─── DATA TO USE ───

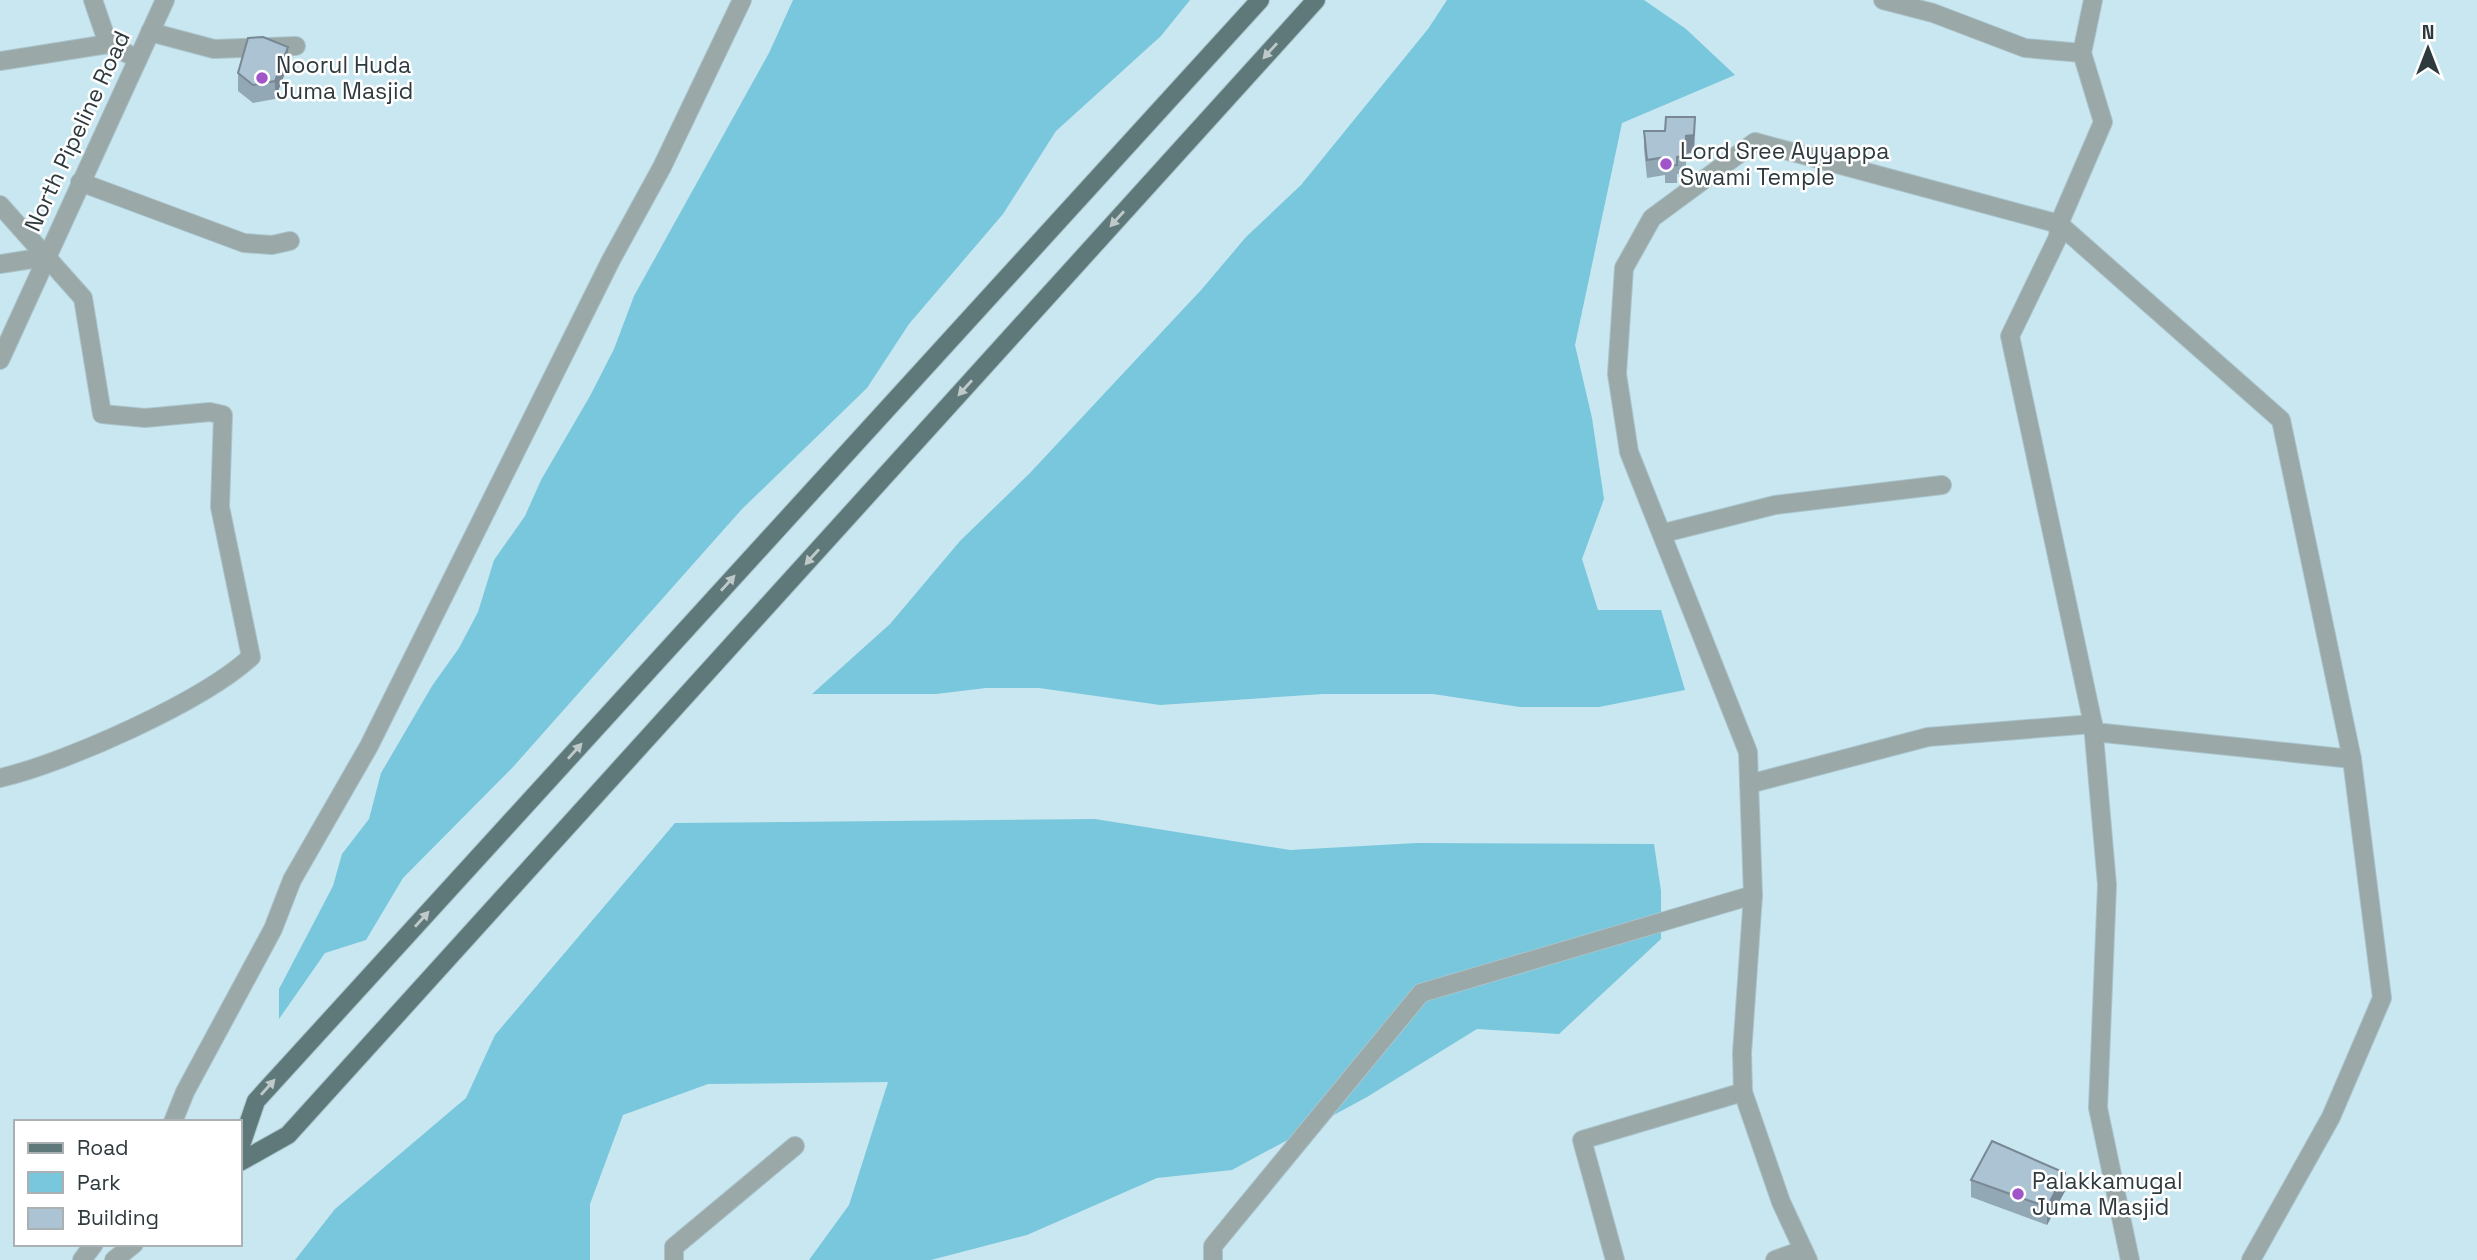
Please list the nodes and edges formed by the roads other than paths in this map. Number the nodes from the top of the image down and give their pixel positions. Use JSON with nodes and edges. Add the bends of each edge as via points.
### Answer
{"nodes":[{"id":1,"x":93,"y":0,"type":"edge"},
{"id":2,"x":165,"y":0,"type":"edge"},
{"id":3,"x":743,"y":0,"type":"edge"},
{"id":4,"x":1260,"y":0,"type":"edge"},
{"id":5,"x":1316,"y":0,"type":"edge"},
{"id":6,"x":1883,"y":0,"type":"edge"},
{"id":7,"x":2093,"y":0,"type":"edge"},
{"id":8,"x":150,"y":32,"type":"junction"},
{"id":9,"x":108,"y":44,"type":"junction"},
{"id":10,"x":296,"y":47,"type":"dead end"},
{"id":11,"x":2082,"y":53,"type":"junction"},
{"id":12,"x":138,"y":59,"type":"junction"},
{"id":13,"x":0,"y":61,"type":"edge"},
{"id":14,"x":80,"y":182,"type":"junction"},
{"id":15,"x":0,"y":205,"type":"edge"},
{"id":16,"x":2059,"y":224,"type":"junction"},
{"id":17,"x":290,"y":241,"type":"dead end"},
{"id":18,"x":45,"y":257,"type":"junction"},
{"id":19,"x":0,"y":264,"type":"edge"},
{"id":20,"x":0,"y":360,"type":"edge"},
{"id":21,"x":1942,"y":485,"type":"dead end"},
{"id":22,"x":1664,"y":533,"type":"junction"},
{"id":23,"x":2093,"y":728,"type":"junction"},
{"id":24,"x":2352,"y":759,"type":"junction"},
{"id":25,"x":0,"y":778,"type":"edge"},
{"id":26,"x":1749,"y":784,"type":"junction"},
{"id":27,"x":1753,"y":895,"type":"junction"},
{"id":28,"x":1744,"y":1092,"type":"junction"},
{"id":29,"x":174,"y":1120,"type":"edge"},
{"id":30,"x":242,"y":1142,"type":"edge"},
{"id":31,"x":795,"y":1146,"type":"dead end"},
{"id":32,"x":242,"y":1160,"type":"edge"},
{"id":33,"x":132,"y":1246,"type":"edge"},
{"id":34,"x":1805,"y":1255,"type":"edge"},
{"id":35,"x":114,"y":1260,"type":"edge"},
{"id":36,"x":674,"y":1260,"type":"edge"},
{"id":37,"x":1213,"y":1260,"type":"edge"},
{"id":38,"x":1615,"y":1260,"type":"edge"},
{"id":39,"x":1775,"y":1260,"type":"edge"},
{"id":40,"x":2130,"y":1260,"type":"edge"},
{"id":41,"x":2251,"y":1260,"type":"edge"}],
"edges":[{"from":1,"to":9,"type":"street"},
{"from":2,"to":8,"type":"street","name":"North Pipeline Road"},
{"from":3,"to":29,"type":"street","via":[[369,746],[292,880],[273,929]]},
{"from":30,"to":4,"type":"main road","one_way":true,"via":[[256,1101]]},
{"from":5,"to":32,"type":"main road","one_way":true,"via":[[288,1135]]},
{"from":6,"to":11,"type":"street","via":[[1933,13],[2025,48]]},
{"from":7,"to":11,"type":"street"},
{"from":8,"to":10,"type":"street","via":[[214,49]]},
{"from":8,"to":12,"type":"street","name":"North Pipeline Road"},
{"from":9,"to":12,"type":"street"},
{"from":9,"to":13,"type":"street"},
{"from":11,"to":16,"type":"street","via":[[2102,122]]},
{"from":12,"to":14,"type":"street","name":"North Pipeline Road"},
{"from":14,"to":17,"type":"street","via":[[244,243]]},
{"from":14,"to":18,"type":"street","name":"North Pipeline Road"},
{"from":15,"to":18,"type":"street"},
{"from":16,"to":22,"type":"street","via":[[1755,142],[1652,218],[1624,268],[1617,374],[1629,452]]},
{"from":16,"to":23,"type":"street","via":[[2058,237],[2010,336]]},
{"from":16,"to":24,"type":"street","via":[[2281,420]]},
{"from":18,"to":19,"type":"street"},
{"from":18,"to":20,"type":"street","name":"North Pipeline Road"},
{"from":18,"to":25,"type":"street","via":[[83,298],[102,414],[145,418],[223,415],[220,507],[251,657],[235,671],[146,720],[29,771]]},
{"from":21,"to":22,"type":"street","via":[[1776,505]]},
{"from":22,"to":26,"type":"street","via":[[1748,752]]},
{"from":23,"to":24,"type":"street"},
{"from":23,"to":26,"type":"street","via":[[1927,737]]},
{"from":23,"to":40,"type":"street","via":[[2108,885],[2098,1108]]},
{"from":24,"to":41,"type":"street","via":[[2382,998],[2331,1117]]},
{"from":26,"to":27,"type":"street"},
{"from":27,"to":28,"type":"street","via":[[1742,1053]]},
{"from":27,"to":37,"type":"street","via":[[1421,993],[1213,1246]]},
{"from":28,"to":34,"type":"street","via":[[1781,1202]]},
{"from":28,"to":38,"type":"street","via":[[1583,1140]]},
{"from":31,"to":36,"type":"street","via":[[674,1247]]},
{"from":33,"to":35,"type":"street"},
{"from":34,"to":39,"type":"street"}]}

───

:: EXERCISE DETAILS ::
Could you output the full set of entries exactly, skipping every picture?

:: ANSWER SECTION ::
Please list the nodes and edges formed by the roads other than paths in this map. Number the nodes from the top of the image down and give their pixel positions. Use JSON with nodes and edges. Add the bends of each edge as via points.
### Answer
{"nodes":[{"id":1,"x":93,"y":0,"type":"edge"},
{"id":2,"x":165,"y":0,"type":"edge"},
{"id":3,"x":743,"y":0,"type":"edge"},
{"id":4,"x":1260,"y":0,"type":"edge"},
{"id":5,"x":1316,"y":0,"type":"edge"},
{"id":6,"x":1883,"y":0,"type":"edge"},
{"id":7,"x":2093,"y":0,"type":"edge"},
{"id":8,"x":150,"y":32,"type":"junction"},
{"id":9,"x":108,"y":44,"type":"junction"},
{"id":10,"x":296,"y":47,"type":"dead end"},
{"id":11,"x":2082,"y":53,"type":"junction"},
{"id":12,"x":138,"y":59,"type":"junction"},
{"id":13,"x":0,"y":61,"type":"edge"},
{"id":14,"x":80,"y":182,"type":"junction"},
{"id":15,"x":0,"y":205,"type":"edge"},
{"id":16,"x":2059,"y":224,"type":"junction"},
{"id":17,"x":290,"y":241,"type":"dead end"},
{"id":18,"x":45,"y":257,"type":"junction"},
{"id":19,"x":0,"y":264,"type":"edge"},
{"id":20,"x":0,"y":360,"type":"edge"},
{"id":21,"x":1942,"y":485,"type":"dead end"},
{"id":22,"x":1664,"y":533,"type":"junction"},
{"id":23,"x":2093,"y":728,"type":"junction"},
{"id":24,"x":2352,"y":759,"type":"junction"},
{"id":25,"x":0,"y":778,"type":"edge"},
{"id":26,"x":1749,"y":784,"type":"junction"},
{"id":27,"x":1753,"y":895,"type":"junction"},
{"id":28,"x":1744,"y":1092,"type":"junction"},
{"id":29,"x":174,"y":1120,"type":"edge"},
{"id":30,"x":242,"y":1142,"type":"edge"},
{"id":31,"x":795,"y":1146,"type":"dead end"},
{"id":32,"x":242,"y":1160,"type":"edge"},
{"id":33,"x":132,"y":1246,"type":"edge"},
{"id":34,"x":1805,"y":1255,"type":"edge"},
{"id":35,"x":114,"y":1260,"type":"edge"},
{"id":36,"x":674,"y":1260,"type":"edge"},
{"id":37,"x":1213,"y":1260,"type":"edge"},
{"id":38,"x":1615,"y":1260,"type":"edge"},
{"id":39,"x":1775,"y":1260,"type":"edge"},
{"id":40,"x":2130,"y":1260,"type":"edge"},
{"id":41,"x":2251,"y":1260,"type":"edge"}],
"edges":[{"from":1,"to":9,"type":"street"},
{"from":2,"to":8,"type":"street","name":"North Pipeline Road"},
{"from":3,"to":29,"type":"street","via":[[369,746],[292,880],[273,929]]},
{"from":30,"to":4,"type":"main road","one_way":true,"via":[[256,1101]]},
{"from":5,"to":32,"type":"main road","one_way":true,"via":[[288,1135]]},
{"from":6,"to":11,"type":"street","via":[[1933,13],[2025,48]]},
{"from":7,"to":11,"type":"street"},
{"from":8,"to":10,"type":"street","via":[[214,49]]},
{"from":8,"to":12,"type":"street","name":"North Pipeline Road"},
{"from":9,"to":12,"type":"street"},
{"from":9,"to":13,"type":"street"},
{"from":11,"to":16,"type":"street","via":[[2102,122]]},
{"from":12,"to":14,"type":"street","name":"North Pipeline Road"},
{"from":14,"to":17,"type":"street","via":[[244,243]]},
{"from":14,"to":18,"type":"street","name":"North Pipeline Road"},
{"from":15,"to":18,"type":"street"},
{"from":16,"to":22,"type":"street","via":[[1755,142],[1652,218],[1624,268],[1617,374],[1629,452]]},
{"from":16,"to":23,"type":"street","via":[[2058,237],[2010,336]]},
{"from":16,"to":24,"type":"street","via":[[2281,420]]},
{"from":18,"to":19,"type":"street"},
{"from":18,"to":20,"type":"street","name":"North Pipeline Road"},
{"from":18,"to":25,"type":"street","via":[[83,298],[102,414],[145,418],[223,415],[220,507],[251,657],[235,671],[146,720],[29,771]]},
{"from":21,"to":22,"type":"street","via":[[1776,505]]},
{"from":22,"to":26,"type":"street","via":[[1748,752]]},
{"from":23,"to":24,"type":"street"},
{"from":23,"to":26,"type":"street","via":[[1927,737]]},
{"from":23,"to":40,"type":"street","via":[[2108,885],[2098,1108]]},
{"from":24,"to":41,"type":"street","via":[[2382,998],[2331,1117]]},
{"from":26,"to":27,"type":"street"},
{"from":27,"to":28,"type":"street","via":[[1742,1053]]},
{"from":27,"to":37,"type":"street","via":[[1421,993],[1213,1246]]},
{"from":28,"to":34,"type":"street","via":[[1781,1202]]},
{"from":28,"to":38,"type":"street","via":[[1583,1140]]},
{"from":31,"to":36,"type":"street","via":[[674,1247]]},
{"from":33,"to":35,"type":"street"},
{"from":34,"to":39,"type":"street"}]}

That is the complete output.